## Instructions to follow
Go through the data below line by line and report how many lines contain "NUEVITAS", giving only that figure.

START Information shown

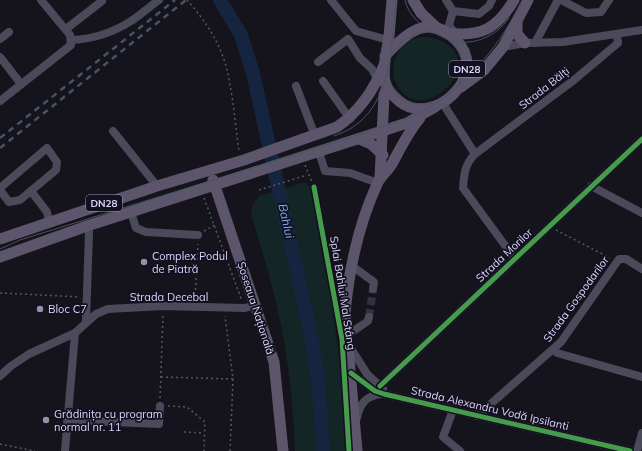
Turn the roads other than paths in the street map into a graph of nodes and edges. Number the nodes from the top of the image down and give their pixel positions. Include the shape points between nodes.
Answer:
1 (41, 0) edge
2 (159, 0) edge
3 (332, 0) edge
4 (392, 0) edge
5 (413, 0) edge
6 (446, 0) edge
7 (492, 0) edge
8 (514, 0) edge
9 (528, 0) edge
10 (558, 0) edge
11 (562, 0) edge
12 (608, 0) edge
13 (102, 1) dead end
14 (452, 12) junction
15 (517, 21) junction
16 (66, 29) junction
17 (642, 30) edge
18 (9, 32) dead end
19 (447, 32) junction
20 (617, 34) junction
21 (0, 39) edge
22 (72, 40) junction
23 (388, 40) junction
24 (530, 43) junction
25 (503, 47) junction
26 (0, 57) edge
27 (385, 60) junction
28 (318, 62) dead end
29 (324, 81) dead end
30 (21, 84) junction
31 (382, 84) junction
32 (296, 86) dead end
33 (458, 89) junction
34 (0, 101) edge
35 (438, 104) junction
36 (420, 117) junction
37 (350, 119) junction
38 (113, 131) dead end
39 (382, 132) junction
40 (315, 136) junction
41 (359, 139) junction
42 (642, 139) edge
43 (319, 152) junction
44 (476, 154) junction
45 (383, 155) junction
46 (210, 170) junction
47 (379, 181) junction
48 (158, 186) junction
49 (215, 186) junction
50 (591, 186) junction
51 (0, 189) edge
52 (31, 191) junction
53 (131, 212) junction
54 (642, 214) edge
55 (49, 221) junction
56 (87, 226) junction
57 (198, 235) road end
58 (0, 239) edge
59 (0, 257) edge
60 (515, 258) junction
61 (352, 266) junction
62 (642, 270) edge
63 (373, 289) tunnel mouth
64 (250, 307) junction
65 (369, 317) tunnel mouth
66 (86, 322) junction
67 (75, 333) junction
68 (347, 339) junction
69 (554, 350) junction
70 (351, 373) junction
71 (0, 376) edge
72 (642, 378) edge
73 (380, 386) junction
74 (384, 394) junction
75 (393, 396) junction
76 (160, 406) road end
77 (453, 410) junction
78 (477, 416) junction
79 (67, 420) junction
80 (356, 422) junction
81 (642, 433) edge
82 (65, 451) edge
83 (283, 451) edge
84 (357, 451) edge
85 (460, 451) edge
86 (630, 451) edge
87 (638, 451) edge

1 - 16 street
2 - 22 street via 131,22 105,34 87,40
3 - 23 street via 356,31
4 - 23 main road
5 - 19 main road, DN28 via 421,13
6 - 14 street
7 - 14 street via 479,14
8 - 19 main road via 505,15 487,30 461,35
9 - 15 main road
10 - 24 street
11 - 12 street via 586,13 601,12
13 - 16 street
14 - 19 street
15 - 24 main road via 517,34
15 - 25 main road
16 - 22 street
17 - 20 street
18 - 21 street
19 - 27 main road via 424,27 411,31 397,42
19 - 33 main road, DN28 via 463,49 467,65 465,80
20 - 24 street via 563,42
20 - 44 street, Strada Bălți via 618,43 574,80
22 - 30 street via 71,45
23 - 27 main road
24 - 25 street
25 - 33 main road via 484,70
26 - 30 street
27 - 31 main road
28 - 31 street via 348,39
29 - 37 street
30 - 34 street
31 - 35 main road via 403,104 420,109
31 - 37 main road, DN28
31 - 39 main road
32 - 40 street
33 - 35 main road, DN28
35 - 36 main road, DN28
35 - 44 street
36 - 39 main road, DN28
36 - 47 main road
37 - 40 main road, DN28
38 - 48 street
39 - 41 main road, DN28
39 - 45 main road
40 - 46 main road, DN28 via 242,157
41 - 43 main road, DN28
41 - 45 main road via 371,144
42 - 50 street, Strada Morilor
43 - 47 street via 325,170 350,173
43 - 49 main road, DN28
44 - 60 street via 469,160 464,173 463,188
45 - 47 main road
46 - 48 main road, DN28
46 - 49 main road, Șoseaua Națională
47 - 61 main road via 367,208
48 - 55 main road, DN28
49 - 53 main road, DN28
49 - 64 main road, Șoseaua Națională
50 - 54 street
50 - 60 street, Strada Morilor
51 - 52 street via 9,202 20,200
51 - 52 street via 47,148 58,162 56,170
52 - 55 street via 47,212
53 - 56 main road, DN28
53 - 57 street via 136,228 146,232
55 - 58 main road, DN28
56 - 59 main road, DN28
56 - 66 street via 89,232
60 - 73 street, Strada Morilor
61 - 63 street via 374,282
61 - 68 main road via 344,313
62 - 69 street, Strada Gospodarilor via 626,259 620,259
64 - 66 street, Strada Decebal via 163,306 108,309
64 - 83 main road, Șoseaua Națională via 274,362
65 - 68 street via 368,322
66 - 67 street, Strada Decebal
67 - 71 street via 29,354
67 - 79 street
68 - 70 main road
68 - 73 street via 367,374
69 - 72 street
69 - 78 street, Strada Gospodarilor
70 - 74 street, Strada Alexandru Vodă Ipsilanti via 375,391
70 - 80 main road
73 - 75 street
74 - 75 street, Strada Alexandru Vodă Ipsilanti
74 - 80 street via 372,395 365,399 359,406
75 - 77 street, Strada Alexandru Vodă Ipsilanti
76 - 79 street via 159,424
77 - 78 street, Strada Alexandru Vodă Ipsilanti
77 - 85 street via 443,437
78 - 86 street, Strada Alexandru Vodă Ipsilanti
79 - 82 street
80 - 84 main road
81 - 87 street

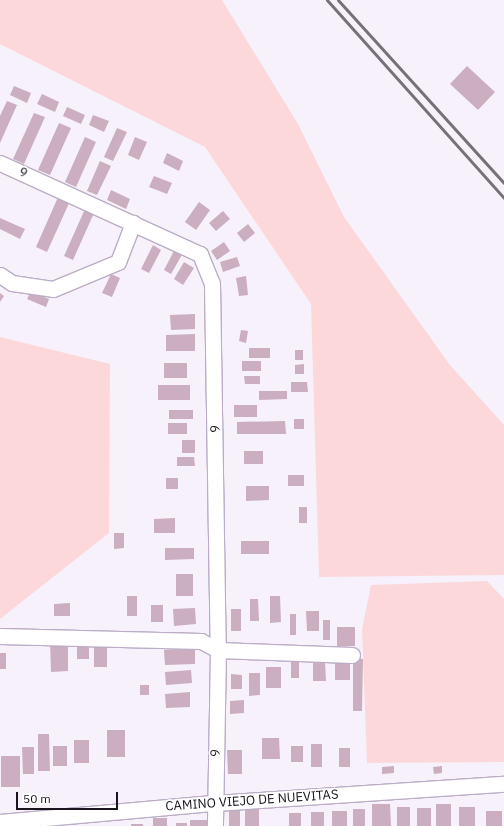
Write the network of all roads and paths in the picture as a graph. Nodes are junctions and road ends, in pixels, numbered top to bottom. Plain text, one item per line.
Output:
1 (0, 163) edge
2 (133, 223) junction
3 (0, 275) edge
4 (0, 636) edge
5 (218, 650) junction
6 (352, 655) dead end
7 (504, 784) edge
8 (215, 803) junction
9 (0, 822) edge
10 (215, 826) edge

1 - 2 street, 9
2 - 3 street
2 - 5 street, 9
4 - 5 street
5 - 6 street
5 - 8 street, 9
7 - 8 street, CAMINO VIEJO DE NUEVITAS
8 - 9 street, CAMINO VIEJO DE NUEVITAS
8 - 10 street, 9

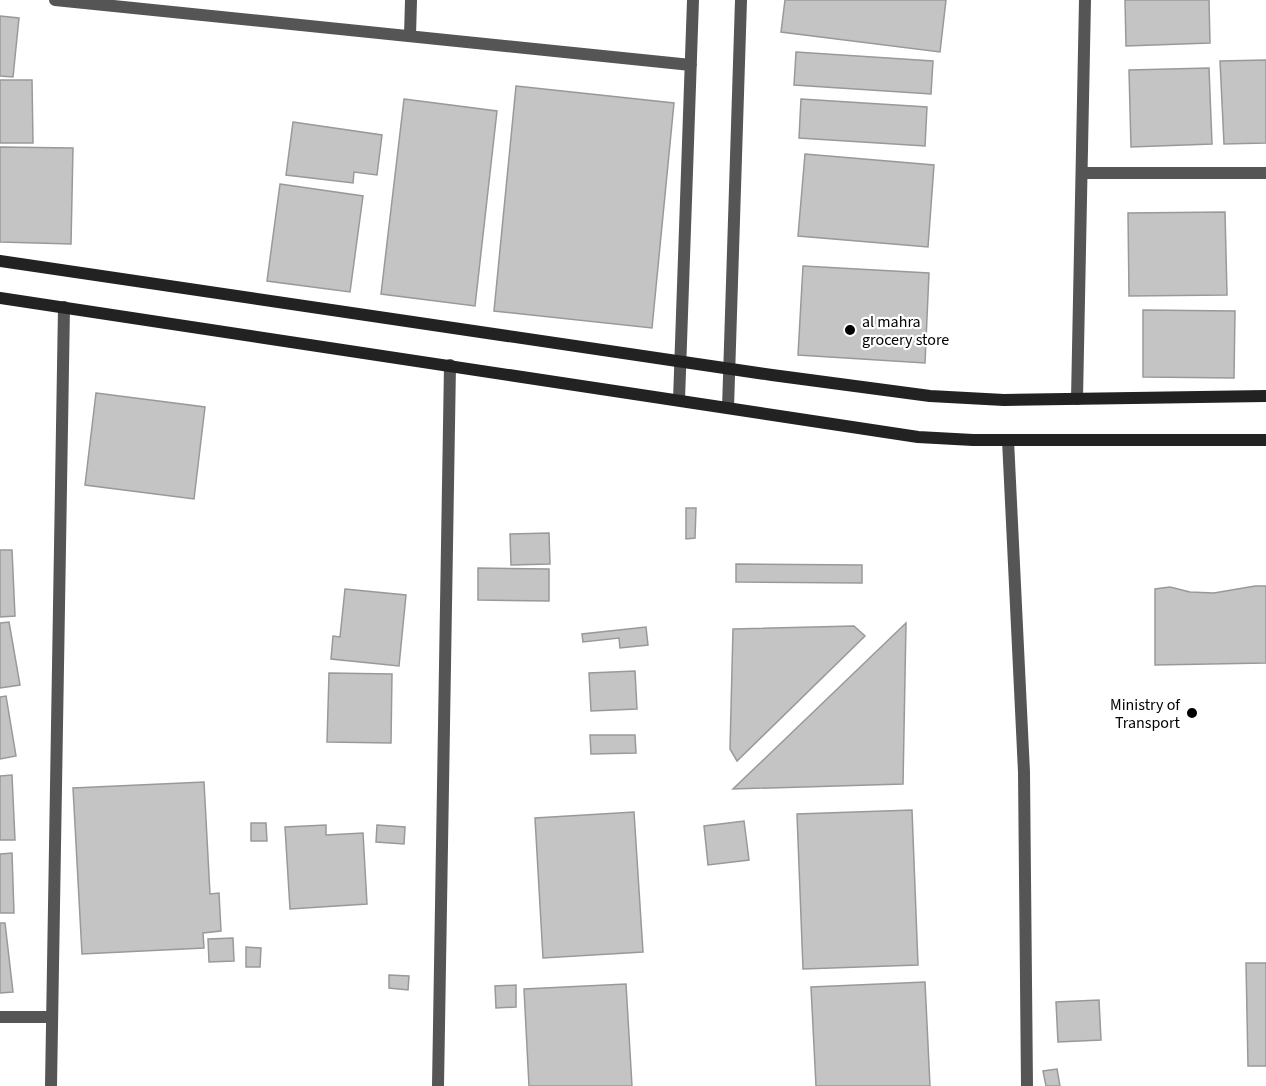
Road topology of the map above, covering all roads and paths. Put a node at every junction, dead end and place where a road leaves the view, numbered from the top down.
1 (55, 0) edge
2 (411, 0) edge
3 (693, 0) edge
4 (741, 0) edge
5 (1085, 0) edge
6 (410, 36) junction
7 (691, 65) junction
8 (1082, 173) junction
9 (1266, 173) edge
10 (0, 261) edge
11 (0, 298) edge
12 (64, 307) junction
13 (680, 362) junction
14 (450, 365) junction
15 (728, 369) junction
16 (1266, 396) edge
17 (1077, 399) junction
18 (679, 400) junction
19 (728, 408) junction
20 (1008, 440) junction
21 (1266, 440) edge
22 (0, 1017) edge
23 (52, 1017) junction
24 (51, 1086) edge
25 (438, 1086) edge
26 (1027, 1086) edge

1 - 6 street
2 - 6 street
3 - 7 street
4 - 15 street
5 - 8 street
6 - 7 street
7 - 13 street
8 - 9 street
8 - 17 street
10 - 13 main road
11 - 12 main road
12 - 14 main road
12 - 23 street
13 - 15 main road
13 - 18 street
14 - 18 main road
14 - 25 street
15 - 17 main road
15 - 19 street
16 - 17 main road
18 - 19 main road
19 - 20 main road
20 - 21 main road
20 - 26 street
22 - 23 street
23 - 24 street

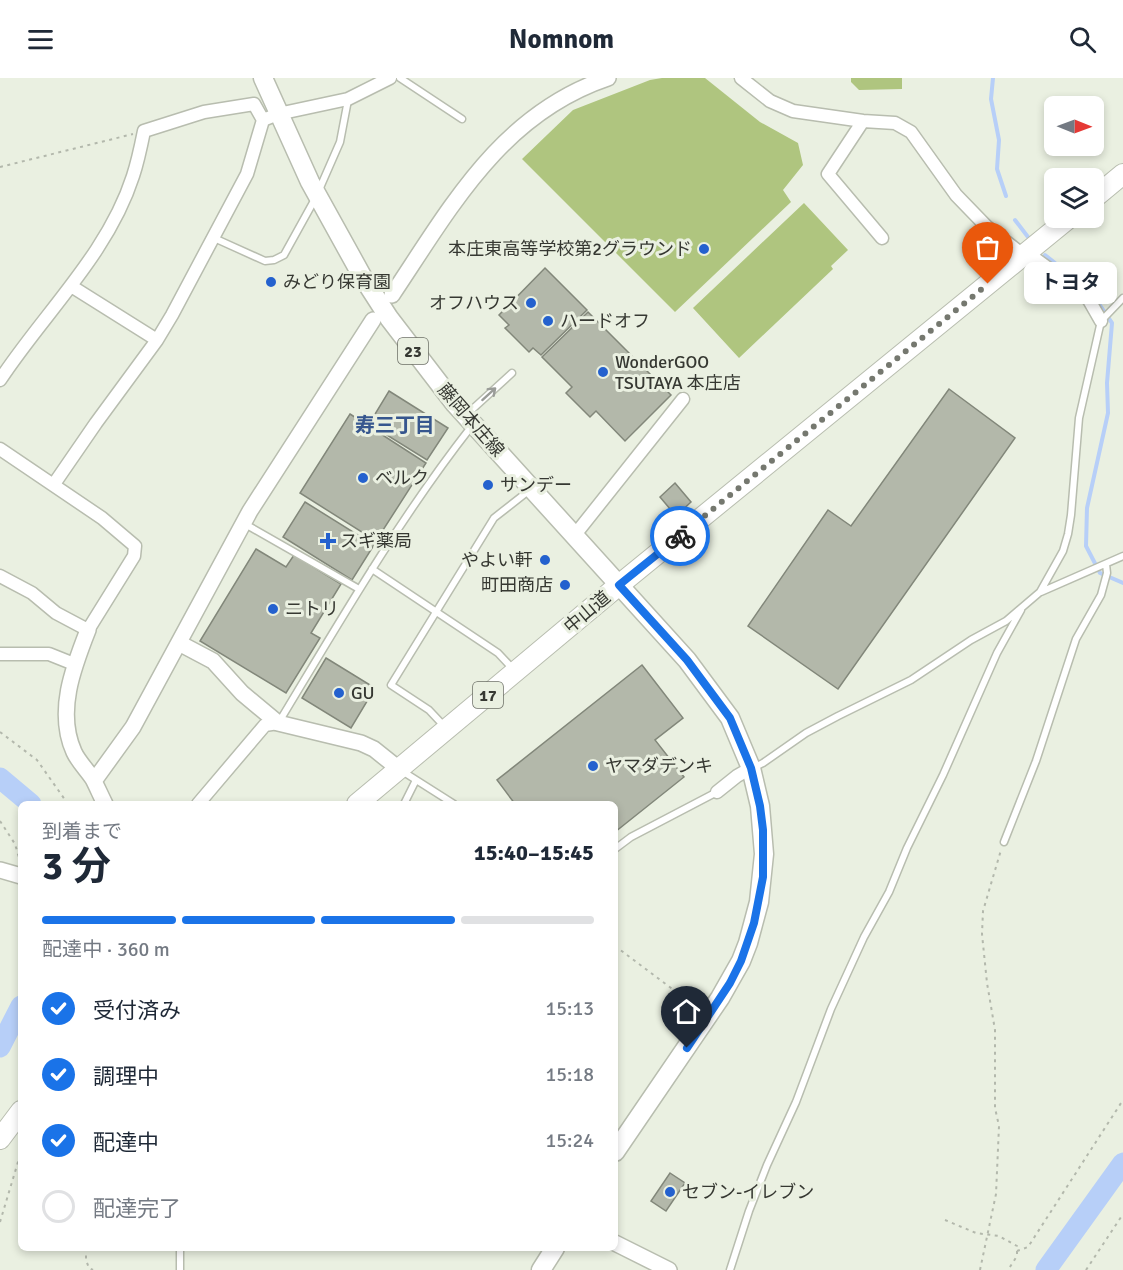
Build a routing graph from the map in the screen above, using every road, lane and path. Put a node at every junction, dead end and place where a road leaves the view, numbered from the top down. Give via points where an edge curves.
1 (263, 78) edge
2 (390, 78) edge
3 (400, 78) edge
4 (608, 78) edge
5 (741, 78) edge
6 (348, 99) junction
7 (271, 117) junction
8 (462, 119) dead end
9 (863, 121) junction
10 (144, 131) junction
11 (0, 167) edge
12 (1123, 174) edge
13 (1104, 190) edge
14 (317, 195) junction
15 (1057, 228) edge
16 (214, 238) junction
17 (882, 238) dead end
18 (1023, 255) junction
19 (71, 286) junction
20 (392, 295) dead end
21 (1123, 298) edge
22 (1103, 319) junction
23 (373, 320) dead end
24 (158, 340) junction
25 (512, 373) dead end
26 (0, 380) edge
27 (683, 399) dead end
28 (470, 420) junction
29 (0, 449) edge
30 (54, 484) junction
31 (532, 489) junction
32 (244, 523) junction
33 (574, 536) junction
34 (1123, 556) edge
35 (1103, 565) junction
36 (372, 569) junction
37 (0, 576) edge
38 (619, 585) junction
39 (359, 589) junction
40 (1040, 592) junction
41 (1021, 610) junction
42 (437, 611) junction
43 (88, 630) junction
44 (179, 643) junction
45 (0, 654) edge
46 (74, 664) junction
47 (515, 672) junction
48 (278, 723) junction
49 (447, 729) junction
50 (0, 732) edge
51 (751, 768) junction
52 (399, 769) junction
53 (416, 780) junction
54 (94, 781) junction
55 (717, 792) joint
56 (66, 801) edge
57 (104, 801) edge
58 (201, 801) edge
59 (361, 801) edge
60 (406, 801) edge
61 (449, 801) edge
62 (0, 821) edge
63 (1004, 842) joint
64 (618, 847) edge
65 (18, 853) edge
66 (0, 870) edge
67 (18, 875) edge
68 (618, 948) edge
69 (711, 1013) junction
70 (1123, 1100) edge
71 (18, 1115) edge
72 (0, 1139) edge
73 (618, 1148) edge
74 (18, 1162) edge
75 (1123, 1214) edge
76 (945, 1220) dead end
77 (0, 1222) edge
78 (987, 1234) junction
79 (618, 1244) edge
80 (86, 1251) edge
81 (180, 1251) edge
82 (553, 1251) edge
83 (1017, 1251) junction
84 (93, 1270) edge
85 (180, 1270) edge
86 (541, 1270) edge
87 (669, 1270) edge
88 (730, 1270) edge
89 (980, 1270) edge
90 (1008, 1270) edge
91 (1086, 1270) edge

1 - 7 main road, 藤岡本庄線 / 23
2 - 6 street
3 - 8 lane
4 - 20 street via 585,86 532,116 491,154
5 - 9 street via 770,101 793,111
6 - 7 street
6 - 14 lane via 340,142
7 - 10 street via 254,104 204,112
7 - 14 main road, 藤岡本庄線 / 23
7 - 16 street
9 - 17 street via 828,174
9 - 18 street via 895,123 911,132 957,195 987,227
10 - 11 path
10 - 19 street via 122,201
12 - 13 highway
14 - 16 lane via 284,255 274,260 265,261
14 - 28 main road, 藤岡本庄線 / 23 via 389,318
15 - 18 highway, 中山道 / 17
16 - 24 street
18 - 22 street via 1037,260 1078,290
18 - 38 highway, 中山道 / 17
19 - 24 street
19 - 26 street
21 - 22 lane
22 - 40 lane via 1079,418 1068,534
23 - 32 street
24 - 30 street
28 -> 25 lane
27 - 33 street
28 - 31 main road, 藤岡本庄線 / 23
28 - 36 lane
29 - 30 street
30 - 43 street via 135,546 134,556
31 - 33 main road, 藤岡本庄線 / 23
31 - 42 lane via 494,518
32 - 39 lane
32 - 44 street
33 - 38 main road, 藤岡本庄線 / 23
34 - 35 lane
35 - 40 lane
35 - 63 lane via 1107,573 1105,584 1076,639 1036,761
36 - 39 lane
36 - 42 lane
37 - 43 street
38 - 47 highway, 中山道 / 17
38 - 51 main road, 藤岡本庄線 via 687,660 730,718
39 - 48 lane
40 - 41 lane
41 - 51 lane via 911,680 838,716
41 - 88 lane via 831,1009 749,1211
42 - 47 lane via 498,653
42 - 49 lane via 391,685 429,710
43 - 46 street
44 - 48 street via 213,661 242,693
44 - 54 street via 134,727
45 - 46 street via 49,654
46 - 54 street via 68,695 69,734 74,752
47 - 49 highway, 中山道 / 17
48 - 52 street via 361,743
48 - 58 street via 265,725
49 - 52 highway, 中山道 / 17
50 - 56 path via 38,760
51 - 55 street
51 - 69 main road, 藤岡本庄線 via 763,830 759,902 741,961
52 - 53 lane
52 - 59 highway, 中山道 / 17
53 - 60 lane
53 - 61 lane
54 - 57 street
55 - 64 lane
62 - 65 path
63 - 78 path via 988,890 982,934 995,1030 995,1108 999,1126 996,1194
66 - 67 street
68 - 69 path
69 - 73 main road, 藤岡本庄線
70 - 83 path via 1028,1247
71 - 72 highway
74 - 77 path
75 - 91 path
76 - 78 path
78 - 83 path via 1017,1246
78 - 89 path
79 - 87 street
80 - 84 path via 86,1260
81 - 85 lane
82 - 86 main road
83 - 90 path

END Information shown

## Written response
2